The several responses to my floundering with the register have been very helpful, though I would have to confess that I have ended up 'messing with' things (suggested by Hans re the [key]) and getting a satisfactory result in almost every case without always understanding why. But I can say that I have the 'sorting' issue resolved if it is a main entry, including if that entry is surrounded by quote marks or has one part of that entry formatted differently (e.g. italics).

But I don't seem able to apply this to subentries! I cannot solve the sorting of subentries that have special features (e.g. I might have needed italics for part of a subentry, or the subentry is surrounded by quote marks).

Here are my two situations (and in each case they appear out of alphabetical order in the subentry list):

1. \index{animals+‘special kinds’}: in this case ‘special kinds’ appears in the subentry list at the bottom of the list, after one that starts with 'v'. I 'messed with' this by adding keys, e.g., \index[Animals] etc. but  the item disappeared from the index altogether.
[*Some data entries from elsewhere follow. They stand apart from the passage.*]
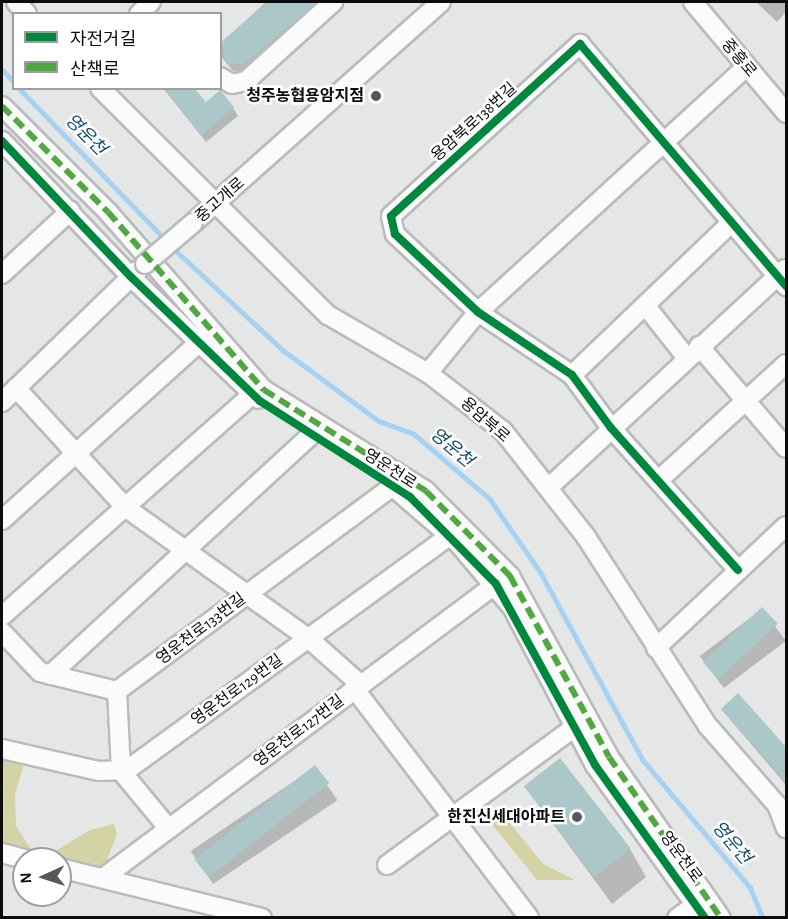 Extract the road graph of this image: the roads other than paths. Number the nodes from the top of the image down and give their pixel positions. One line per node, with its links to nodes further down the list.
1 (331, 2): 5 (street)
2 (441, 2): 11 (street, 중고개로)
3 (693, 2): 4 (street, 중흥로)
4 (746, 67): 8 (street, 중흥로); 10 (street)
5 (222, 78)
6 (102, 90): 11 (street, 용암북로)
7 (2, 106): 62 (street)
8 (786, 113)
9 (2, 141): 12 (street, 영운천로)
10 (662, 143): 13 (street, 용암북로138번길); 18 (street); 18 (street, 용암북로138번길)
11 (217, 203): 15 (street, 중고개로, bridge); 22 (street, 용암북로)
12 (70, 212): 14 (street); 15 (street, 영운천로)
13 (731, 223): 16 (street, 용암북로138번길); 17 (street)
14 (2, 273)
15 (131, 277): 19 (street, 영운천로); 24 (street, 중고개로)
16 (783, 277): 20 (street)
17 (645, 305): 20 (street); 23 (street)
18 (478, 312): 22 (street); 23 (street, 용암북로138번길)
19 (200, 342): 25 (street, 영운천로); 30 (street)
20 (693, 352): 26 (street); 27 (street)
21 (786, 364): 26 (street)
22 (428, 373): 33 (street, 용암북로)
23 (572, 375): 27 (street, 용암북로138번길)
24 (7, 394): 30 (street)
25 (253, 394): 28 (street, 영운천로); 34 (street)
26 (746, 401): 29 (street); 31 (street)
27 (611, 428): 31 (street, 용암북로138번길); 33 (street)
28 (312, 434): 32 (street, 영운천로); 38 (street)
29 (786, 448)
30 (74, 455): 34 (street); 35 (street)
31 (661, 478): 39 (street, 용암북로138번길)
32 (393, 486): 37 (street, 영운천로); 41 (street, 영운천로133번길)
33 (548, 488): 45 (street, 용암북로)
34 (125, 507): 38 (street); 42 (street)
35 (2, 520)
36 (786, 526): 39 (street)
37 (450, 535): 40 (street, 영운천로); 44 (street, 영운천로129번길)
38 (184, 552): 41 (street); 46 (street)
39 (738, 570): 45 (street)
40 (495, 584): 47 (street, 영운천로127번길); 49 (street, 영운천로)
41 (246, 595): 44 (street); 48 (street, 영운천로133번길)
42 (2, 616)
43 (2, 632): 46 (street)
44 (308, 638): 47 (street); 51 (street, 영운천로129번길)
45 (656, 648): 53 (street, 용암북로)
46 (50, 675): 48 (street)
47 (357, 686): 52 (street); 54 (street, 영운천로127번길)
48 (117, 691): 51 (street)
49 (575, 727): 52 (street); 58 (street, 영운천로)
50 (2, 749): 51 (street)
51 (121, 771): 54 (street)
52 (456, 819): 55 (street); 60 (street)
53 (786, 828)
54 (168, 829): 57 (street, 영운천로127번길)
55 (387, 865)
56 (72, 871): 57 (street)
57 (103, 878): 59 (street)
58 (701, 911): 61 (street)
59 (262, 918)
60 (529, 918)
61 (677, 918)
62 (721, 918)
2. \index{Plenary Council+{\it periti} (experts)}: in this case it is the italicised periti that appears out of place, after the letter 'i' rather than after 'p'. Again I tried putting various keys but this did not help.

I guess my confusion is this: I assumed that the [key] establishes the literal string which determines sort order. That seems to be the case for a main entry. How do I get it to work for a subentry?

Julian

On 29/1/22 21:39, Hans Hagen wrote:
On 1/29/2022 11:02 AM, jbf via ntg-context wrote:
Thanks for this response. I'll have to work on this (but tomorrow... it's late at night for me at the moment). I can see part of what you mean: I can use, for example \index[myindex]{\it Book title} (Book Author) and get the correct result, but not sorted properly, so I have to understand how, as you say, to 'set the sort entry to the unformatted version' which is not clear to me at the moment. I'll tackle it on the morrow when I'm thinking more clearly!
there is key and entry with key between []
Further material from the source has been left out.